START SOURCE INFORMATION
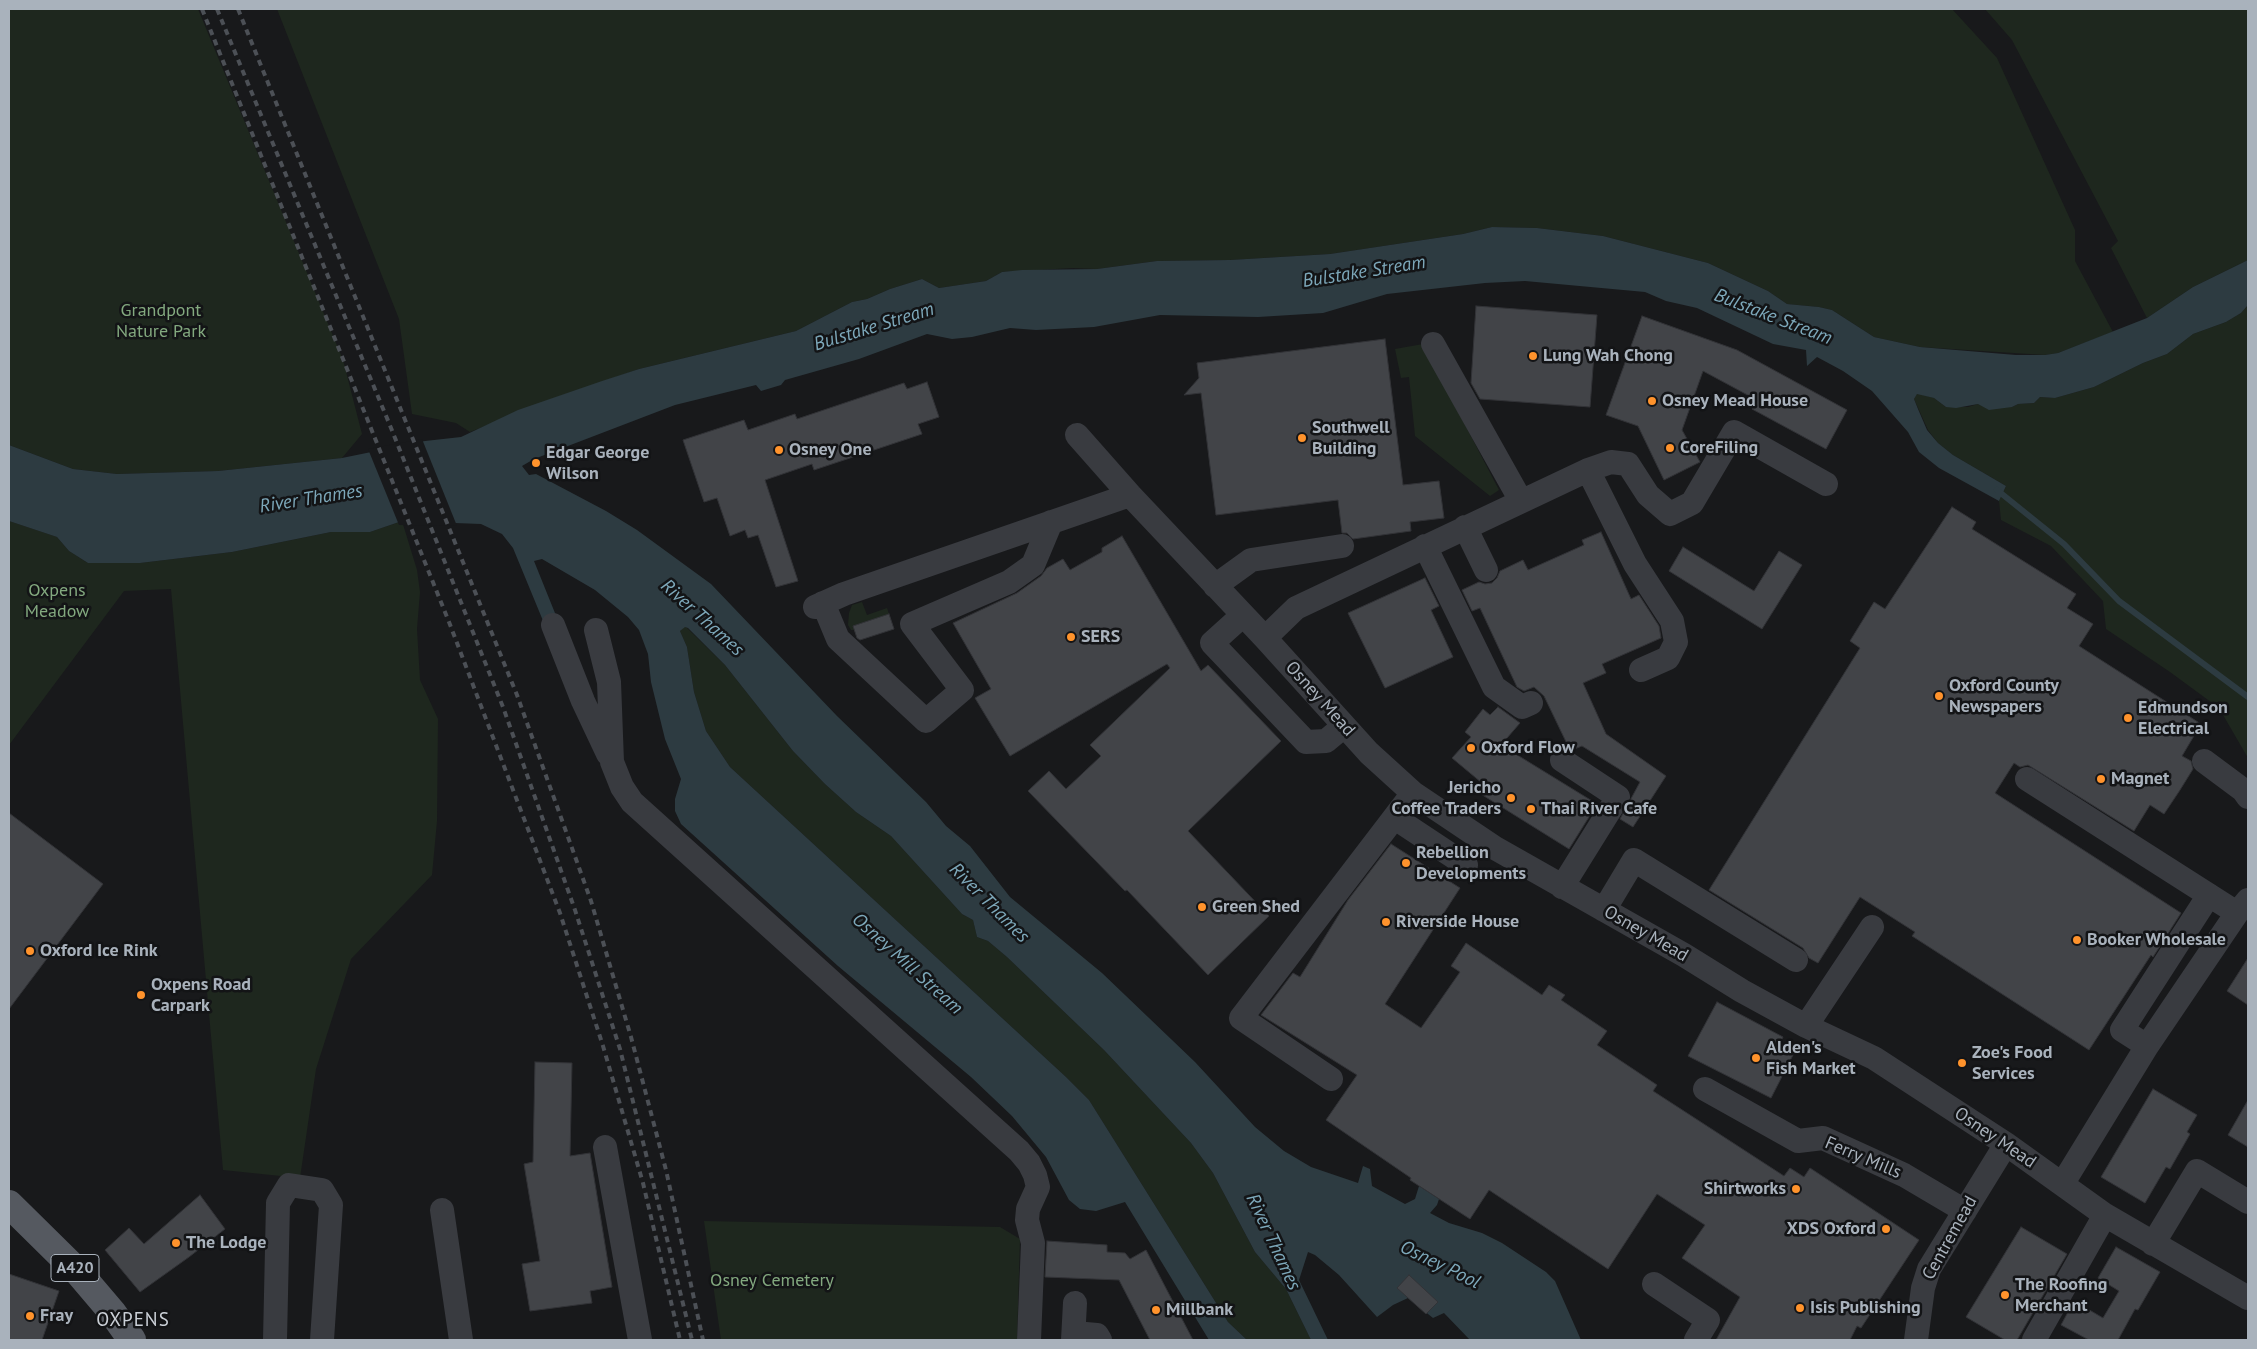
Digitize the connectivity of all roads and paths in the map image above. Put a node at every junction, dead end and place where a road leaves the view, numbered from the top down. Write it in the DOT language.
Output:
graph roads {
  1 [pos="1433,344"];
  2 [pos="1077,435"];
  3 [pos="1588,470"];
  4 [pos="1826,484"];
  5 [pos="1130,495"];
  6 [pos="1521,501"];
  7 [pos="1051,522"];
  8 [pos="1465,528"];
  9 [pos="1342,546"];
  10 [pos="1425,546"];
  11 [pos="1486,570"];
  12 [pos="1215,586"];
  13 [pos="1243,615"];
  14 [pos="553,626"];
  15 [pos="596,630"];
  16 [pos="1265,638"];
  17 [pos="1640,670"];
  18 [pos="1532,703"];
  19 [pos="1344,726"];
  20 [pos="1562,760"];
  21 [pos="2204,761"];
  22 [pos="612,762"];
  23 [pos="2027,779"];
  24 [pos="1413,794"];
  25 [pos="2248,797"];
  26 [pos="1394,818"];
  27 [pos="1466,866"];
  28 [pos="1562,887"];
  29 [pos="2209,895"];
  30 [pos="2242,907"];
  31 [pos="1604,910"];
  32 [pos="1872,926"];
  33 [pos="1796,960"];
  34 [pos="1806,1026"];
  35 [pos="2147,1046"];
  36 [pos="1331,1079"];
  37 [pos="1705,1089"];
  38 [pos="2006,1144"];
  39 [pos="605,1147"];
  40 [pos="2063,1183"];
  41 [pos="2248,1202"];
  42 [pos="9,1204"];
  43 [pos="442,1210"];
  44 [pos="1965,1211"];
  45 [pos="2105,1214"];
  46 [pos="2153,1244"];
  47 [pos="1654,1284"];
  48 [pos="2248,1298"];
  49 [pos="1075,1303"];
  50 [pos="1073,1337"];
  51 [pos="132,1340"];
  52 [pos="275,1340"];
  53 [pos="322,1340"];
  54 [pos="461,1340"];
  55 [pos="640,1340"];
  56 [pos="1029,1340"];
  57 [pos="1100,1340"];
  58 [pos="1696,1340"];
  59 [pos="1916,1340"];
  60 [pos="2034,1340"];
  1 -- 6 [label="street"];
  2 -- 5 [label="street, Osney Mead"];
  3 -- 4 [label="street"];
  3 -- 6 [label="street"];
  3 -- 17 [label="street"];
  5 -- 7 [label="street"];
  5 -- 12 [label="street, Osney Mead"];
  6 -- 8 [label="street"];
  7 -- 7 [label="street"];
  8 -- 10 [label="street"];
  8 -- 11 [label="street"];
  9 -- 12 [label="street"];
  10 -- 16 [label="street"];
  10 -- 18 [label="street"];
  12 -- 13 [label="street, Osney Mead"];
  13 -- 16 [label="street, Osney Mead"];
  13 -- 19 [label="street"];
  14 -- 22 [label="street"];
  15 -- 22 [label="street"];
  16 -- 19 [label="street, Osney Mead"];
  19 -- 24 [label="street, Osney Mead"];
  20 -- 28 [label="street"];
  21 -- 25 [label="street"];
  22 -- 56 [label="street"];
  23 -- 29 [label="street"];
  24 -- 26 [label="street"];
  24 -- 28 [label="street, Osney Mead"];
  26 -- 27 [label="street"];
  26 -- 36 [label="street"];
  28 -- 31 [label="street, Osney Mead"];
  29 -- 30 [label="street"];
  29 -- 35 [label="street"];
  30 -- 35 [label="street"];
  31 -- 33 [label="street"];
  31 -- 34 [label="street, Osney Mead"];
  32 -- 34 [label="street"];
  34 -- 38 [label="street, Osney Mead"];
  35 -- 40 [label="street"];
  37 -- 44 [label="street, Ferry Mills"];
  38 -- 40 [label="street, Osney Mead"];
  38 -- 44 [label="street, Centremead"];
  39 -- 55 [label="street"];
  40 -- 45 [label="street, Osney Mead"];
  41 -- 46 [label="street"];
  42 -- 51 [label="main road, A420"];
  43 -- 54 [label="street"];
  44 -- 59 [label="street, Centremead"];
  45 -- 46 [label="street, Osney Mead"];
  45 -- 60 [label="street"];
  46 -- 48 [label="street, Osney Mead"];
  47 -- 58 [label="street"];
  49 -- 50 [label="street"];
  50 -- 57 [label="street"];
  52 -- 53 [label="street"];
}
END SOURCE INFORMATION
START SOURCE INFORMATION
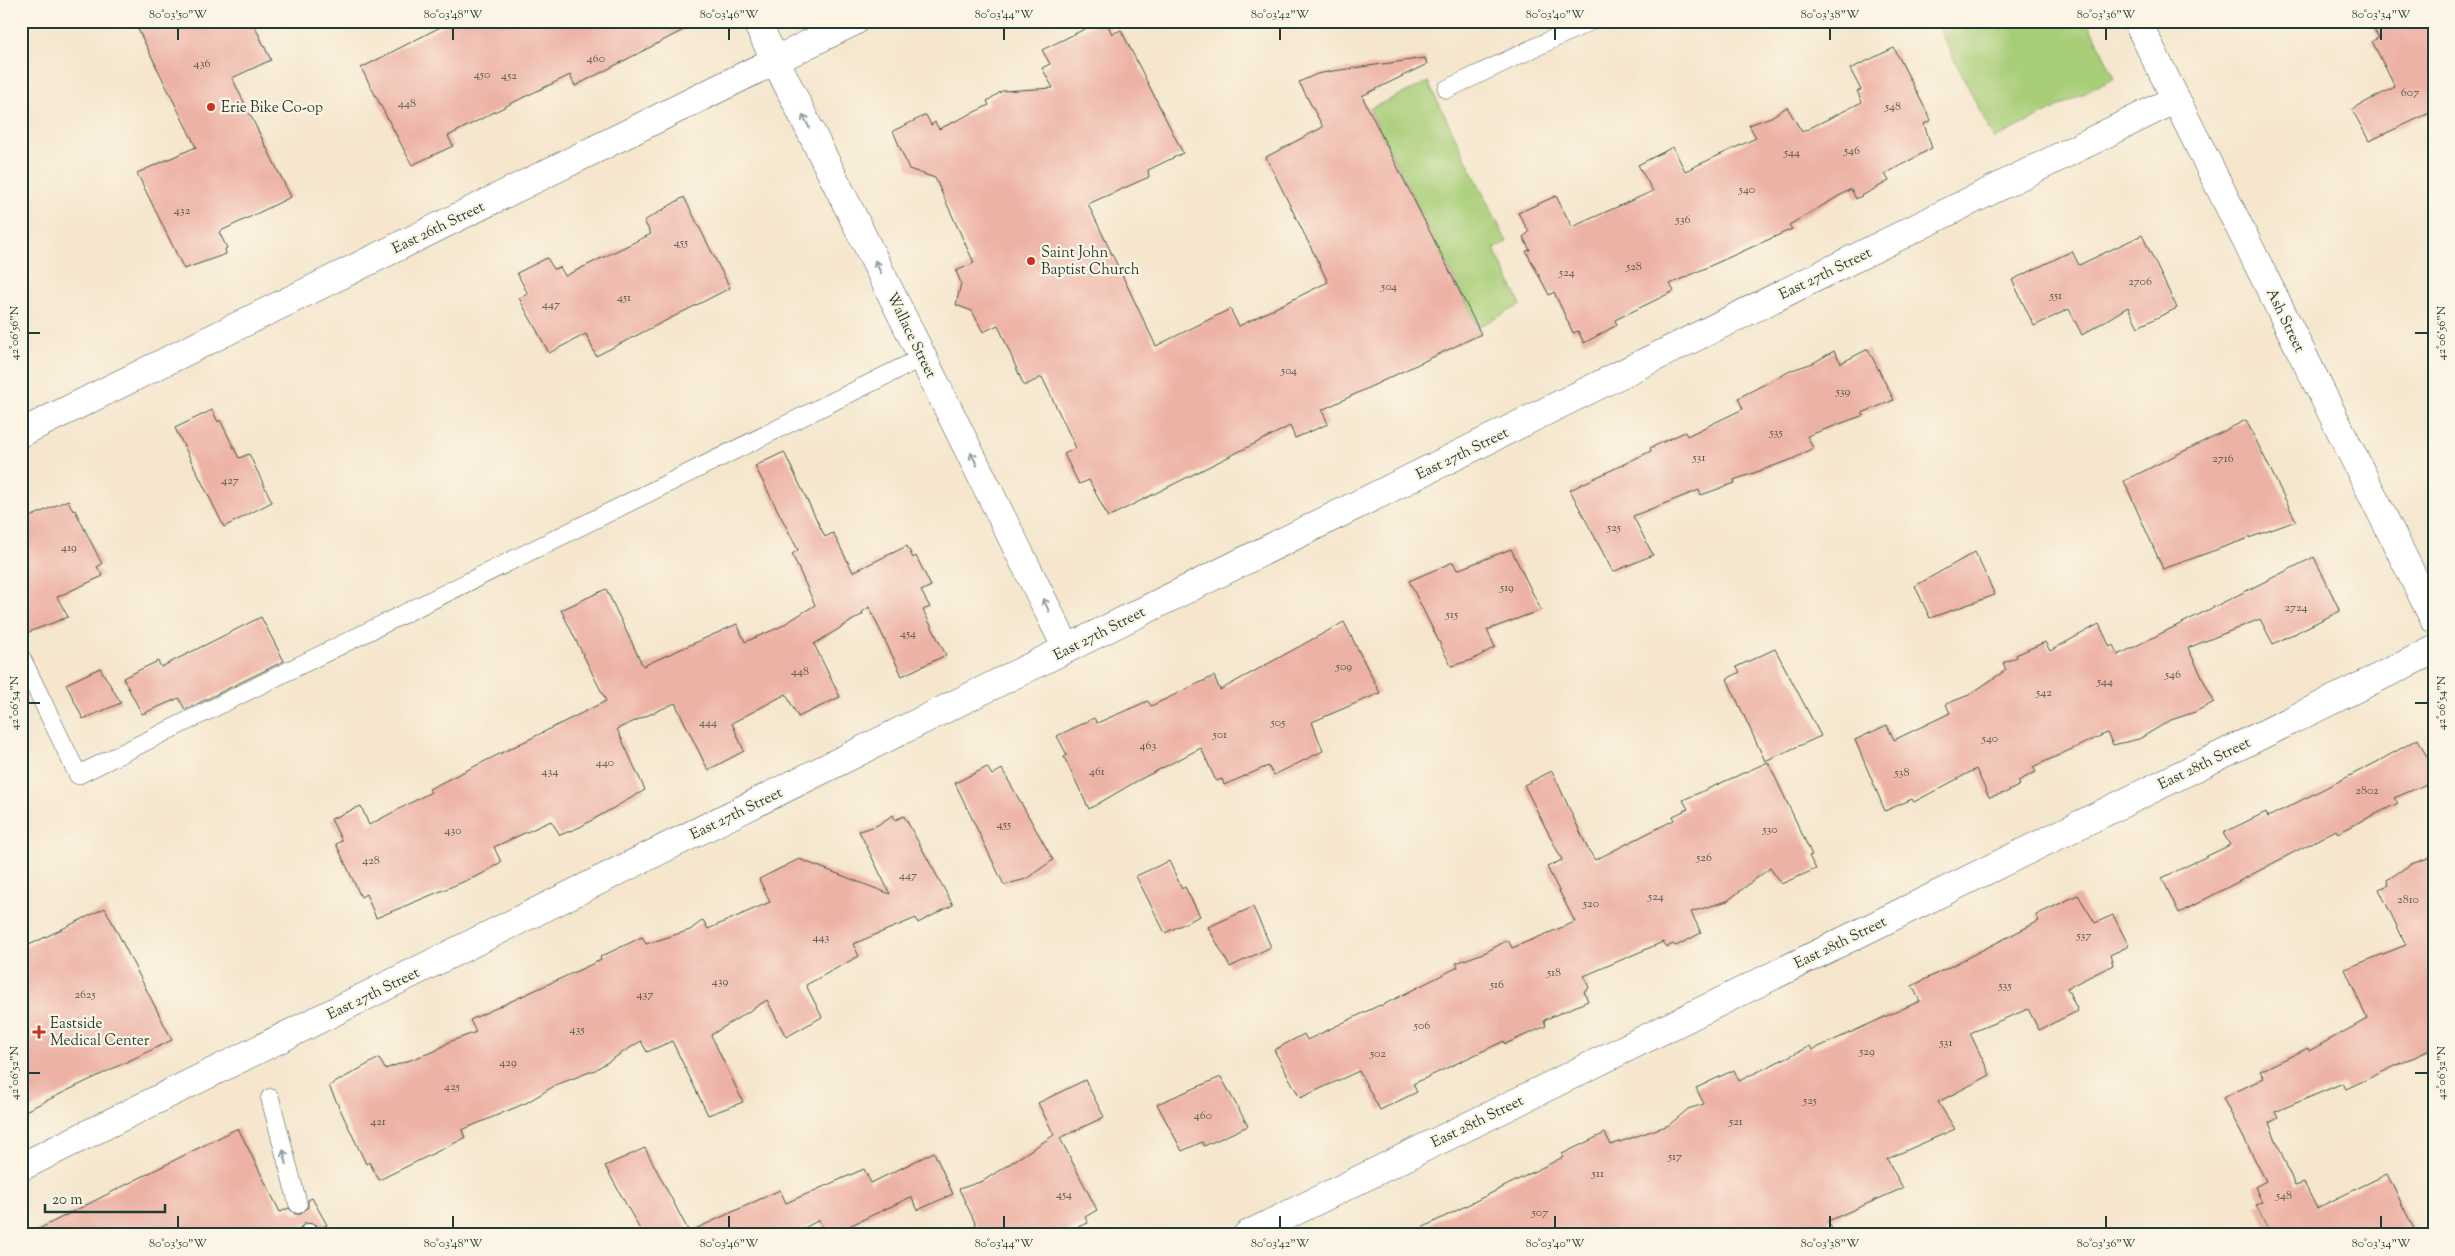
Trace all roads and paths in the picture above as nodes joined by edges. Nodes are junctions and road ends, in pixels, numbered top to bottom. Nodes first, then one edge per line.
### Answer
END SOURCE INFORMATION
- _DIRECTIONS_
Each line in the listing where the word "numbered" is found is to be copied.

- _RESULT OF THIS TASK_
Digitize the connectivity of all roads and paths in the map image above. Put a node at every junction, dead end and place where a road leaves the view, numbered from the top down. Write it in the DOT language.
Trace all roads and paths in the picture above as nodes joined by edges. Nodes are junctions and road ends, in pixels, numbered top to bottom. Nodes first, then one edge per line.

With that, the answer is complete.